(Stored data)
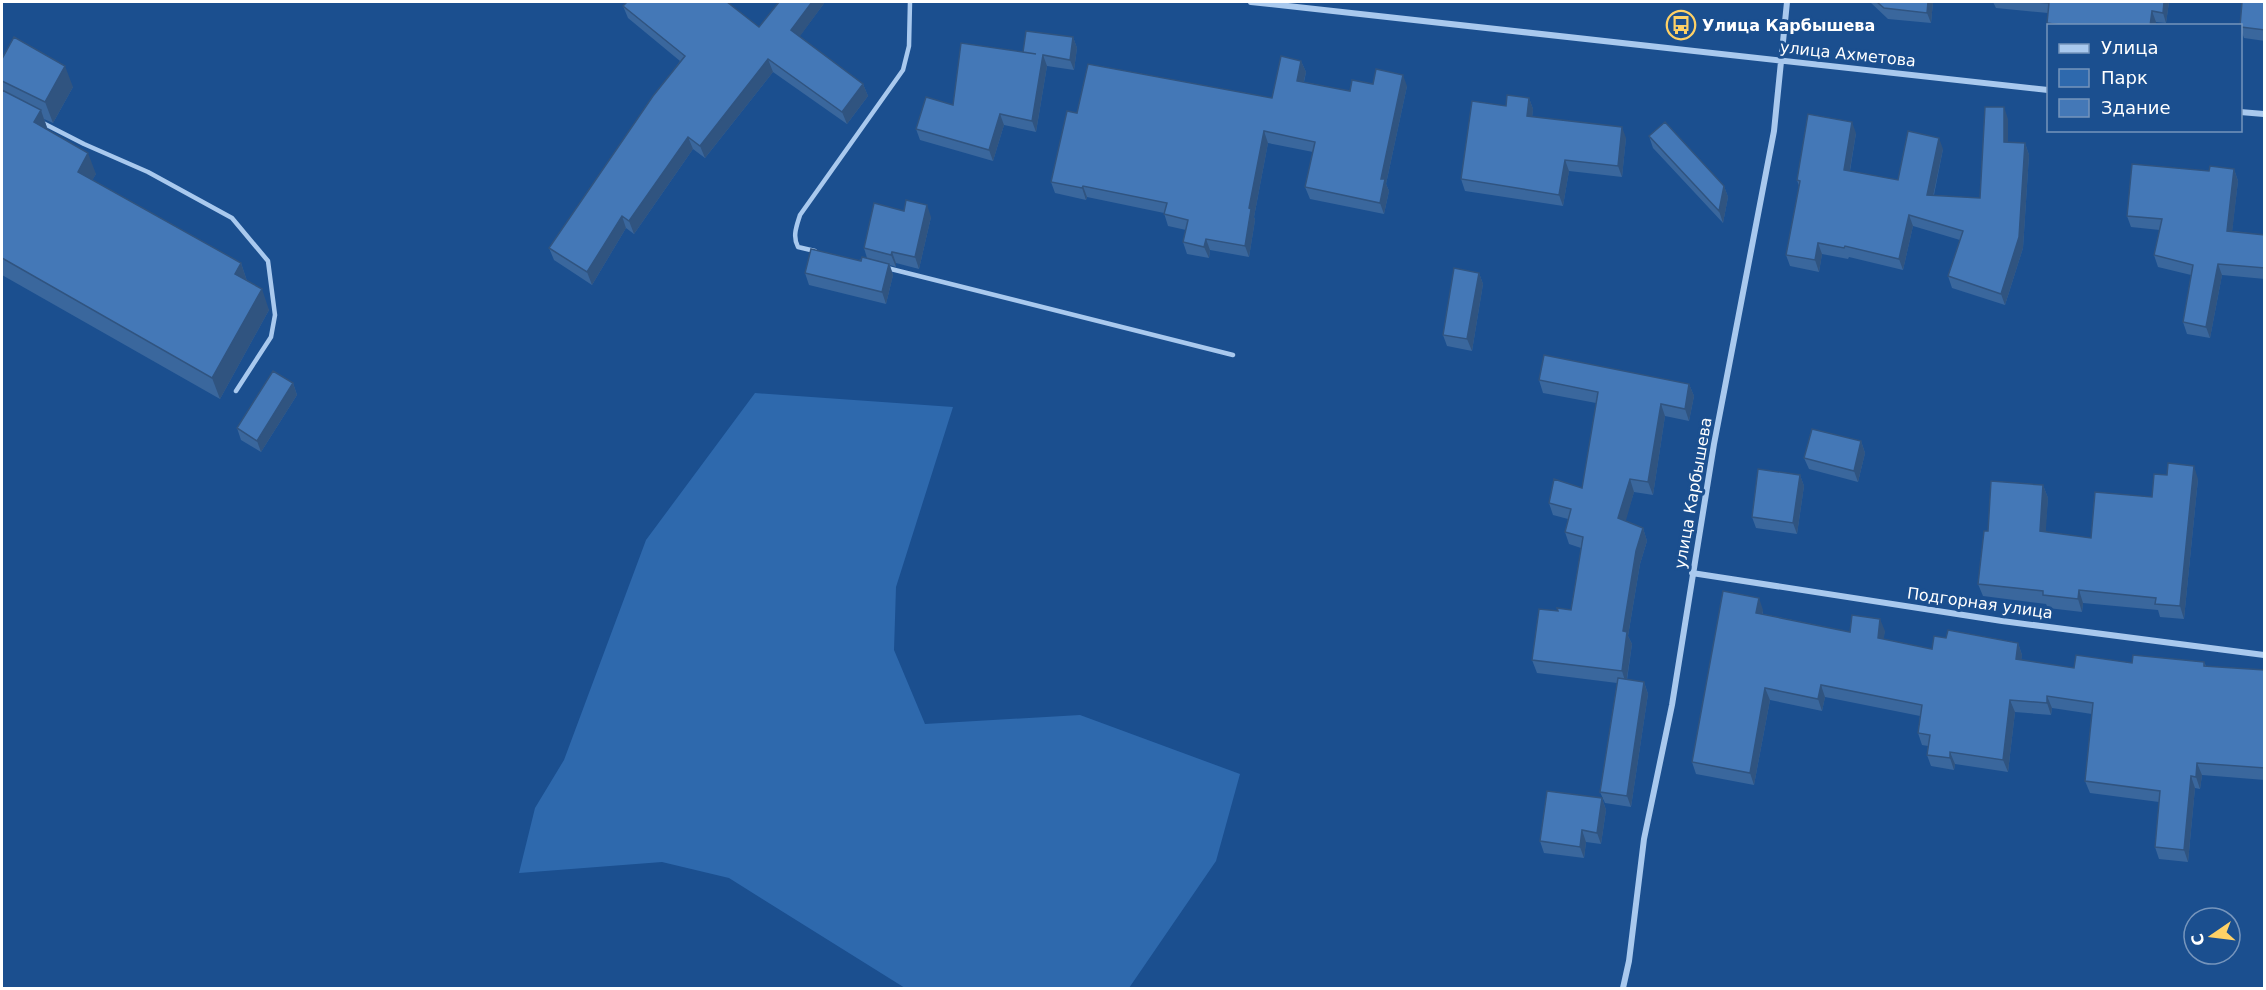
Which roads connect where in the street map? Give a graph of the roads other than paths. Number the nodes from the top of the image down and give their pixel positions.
1 (910, 2) edge
2 (1251, 2) edge
3 (1787, 2) edge
4 (1782, 60) junction
5 (2047, 90) edge
6 (2242, 112) edge
7 (2265, 114) edge
8 (35, 118) edge
9 (825, 253) edge
10 (882, 267) edge
11 (1233, 355) dead end
12 (236, 391) dead end
13 (1692, 573) junction
14 (2265, 655) edge
15 (1623, 988) edge

1 - 9 lane
2 - 4 street, улица Ахметова
3 - 4 street, улица Карбышева
4 - 5 street, улица Ахметова
4 - 13 street, улица Карбышева
6 - 7 street
8 - 12 lane
10 - 11 lane
13 - 14 street, Подгорная улица
13 - 15 street, улица Карбышева

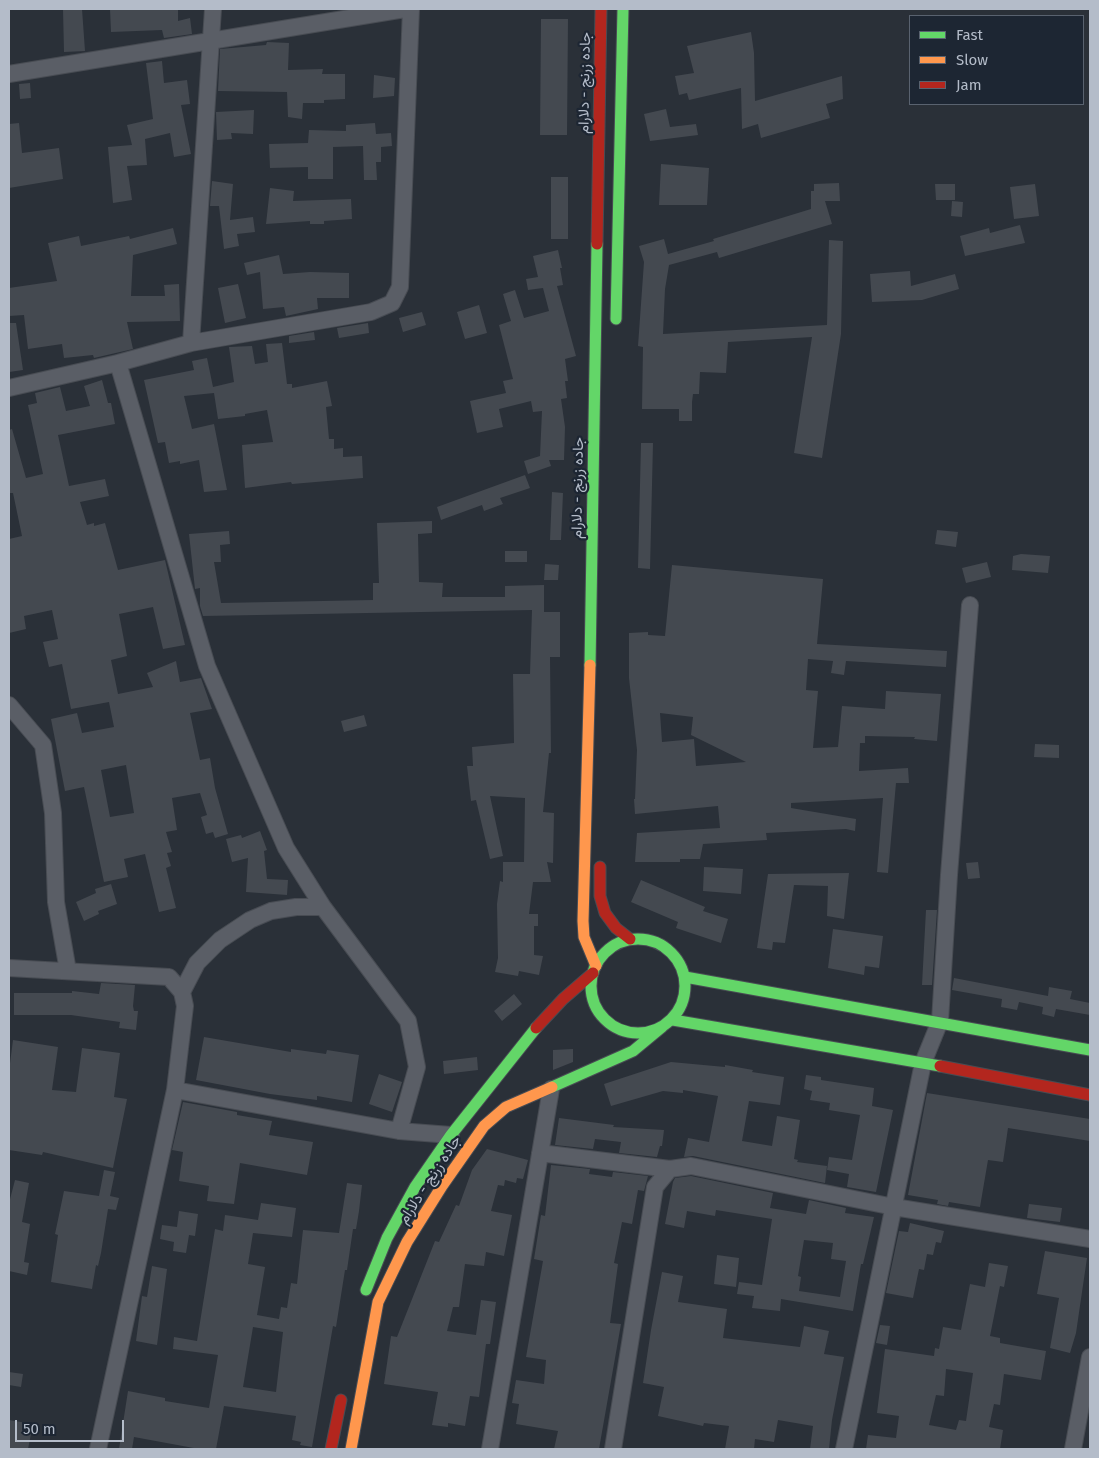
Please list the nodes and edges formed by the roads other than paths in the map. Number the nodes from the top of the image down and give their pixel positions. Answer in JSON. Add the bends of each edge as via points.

What this task involves:
Pictures must be left out when the records are transcribed exactly.

Solution to this problem:
Which roads connect where in the street map? Give a graph of the roads other than paths. Number the nodes from the top of the image down and give their pixel positions.
1 (910, 2) edge
2 (1251, 2) edge
3 (1787, 2) edge
4 (1782, 60) junction
5 (2047, 90) edge
6 (2242, 112) edge
7 (2265, 114) edge
8 (35, 118) edge
9 (825, 253) edge
10 (882, 267) edge
11 (1233, 355) dead end
12 (236, 391) dead end
13 (1692, 573) junction
14 (2265, 655) edge
15 (1623, 988) edge

1 - 9 lane
2 - 4 street, улица Ахметова
3 - 4 street, улица Карбышева
4 - 5 street, улица Ахметова
4 - 13 street, улица Карбышева
6 - 7 street
8 - 12 lane
10 - 11 lane
13 - 14 street, Подгорная улица
13 - 15 street, улица Карбышева

Please list the nodes and edges formed by the roads other than paths in the map. Number the nodes from the top of the image down and give their pixel positions. Answer in JSON. Add the bends of each edge as via points.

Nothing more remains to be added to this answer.